>>>

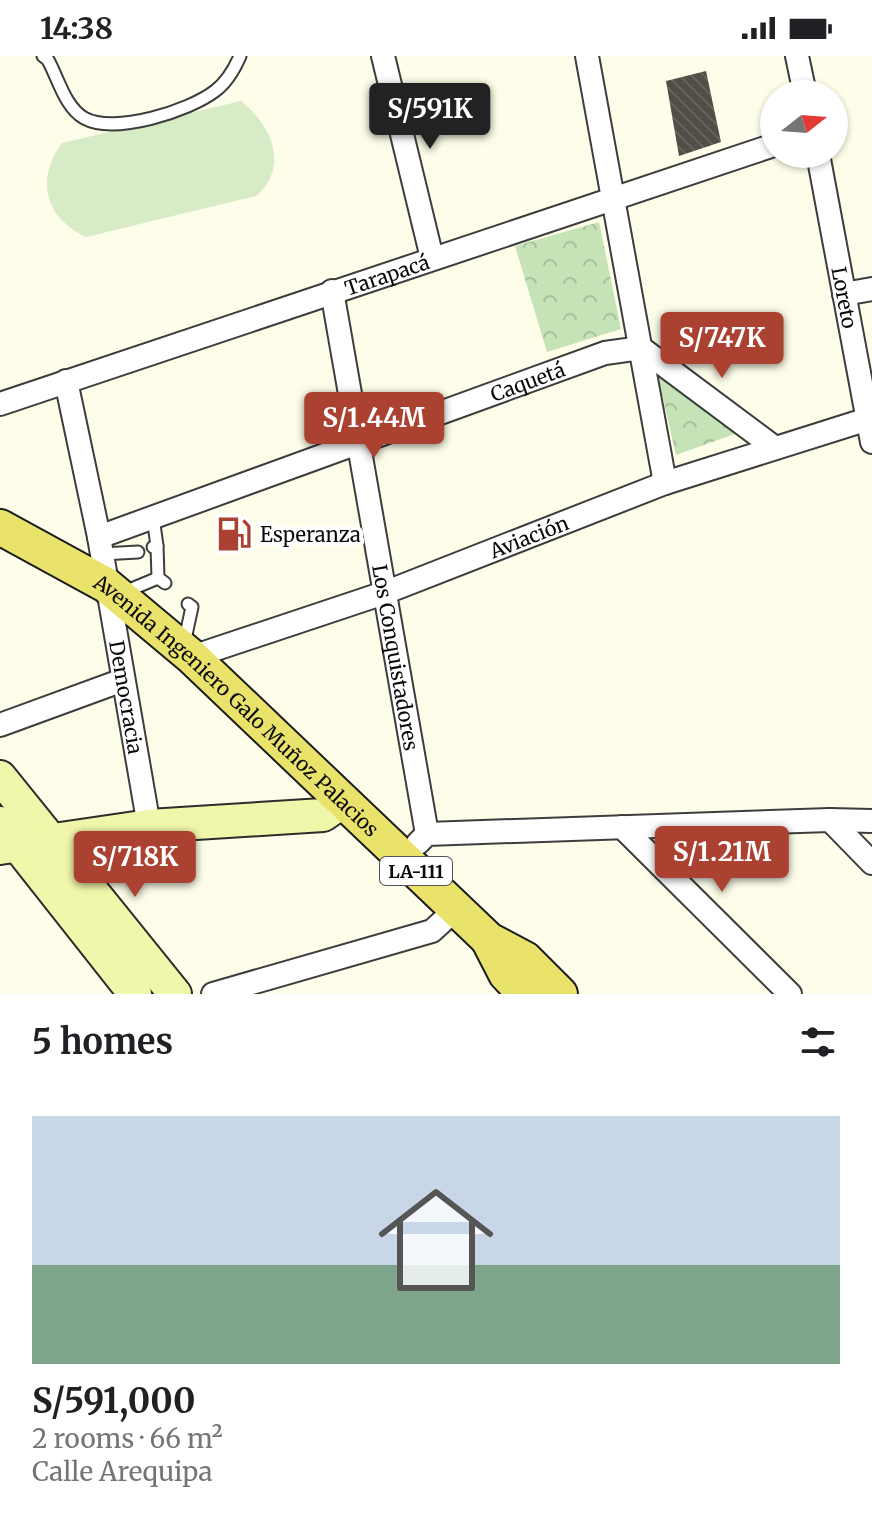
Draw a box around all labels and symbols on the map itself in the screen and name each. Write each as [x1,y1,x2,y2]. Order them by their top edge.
north arrow [760,80,848,168]
pin: S/591K [365,83,495,151]
street label: Tarapacá [341,249,433,300]
street label: Loreto [827,265,863,331]
pin: S/747K [657,312,787,380]
street label: Caquetá [487,356,568,406]
pin: S/1.44M [300,392,448,460]
street label: Aviación [485,510,572,563]
fuel station icon: Esperanza [215,515,253,553]
place label: Esperanza [260,522,361,547]
street label: Los Conquistadores [368,562,425,753]
street label: Avenida Ingeniero Galo Muñoz Palacios [89,568,384,841]
street label: Democracia [105,638,149,756]
pin: S/1.21M [648,826,796,894]
pin: S/718K [70,831,200,899]
road number: LA-111 [380,857,452,885]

<<<

● **What to produce**: An exact copy of the records is required. Pictures do not belong in it.

● **Output**:
Draw a box around all labels and symbols on the map itself in the screen and name each. Write each as [x1,y1,x2,y2]. Order them by their top edge.
north arrow [760,80,848,168]
pin: S/591K [365,83,495,151]
street label: Tarapacá [341,249,433,300]
street label: Loreto [827,265,863,331]
pin: S/747K [657,312,787,380]
street label: Caquetá [487,356,568,406]
pin: S/1.44M [300,392,448,460]
street label: Aviación [485,510,572,563]
fuel station icon: Esperanza [215,515,253,553]
place label: Esperanza [260,522,361,547]
street label: Los Conquistadores [368,562,425,753]
street label: Avenida Ingeniero Galo Muñoz Palacios [89,568,384,841]
street label: Democracia [105,638,149,756]
pin: S/1.21M [648,826,796,894]
pin: S/718K [70,831,200,899]
road number: LA-111 [380,857,452,885]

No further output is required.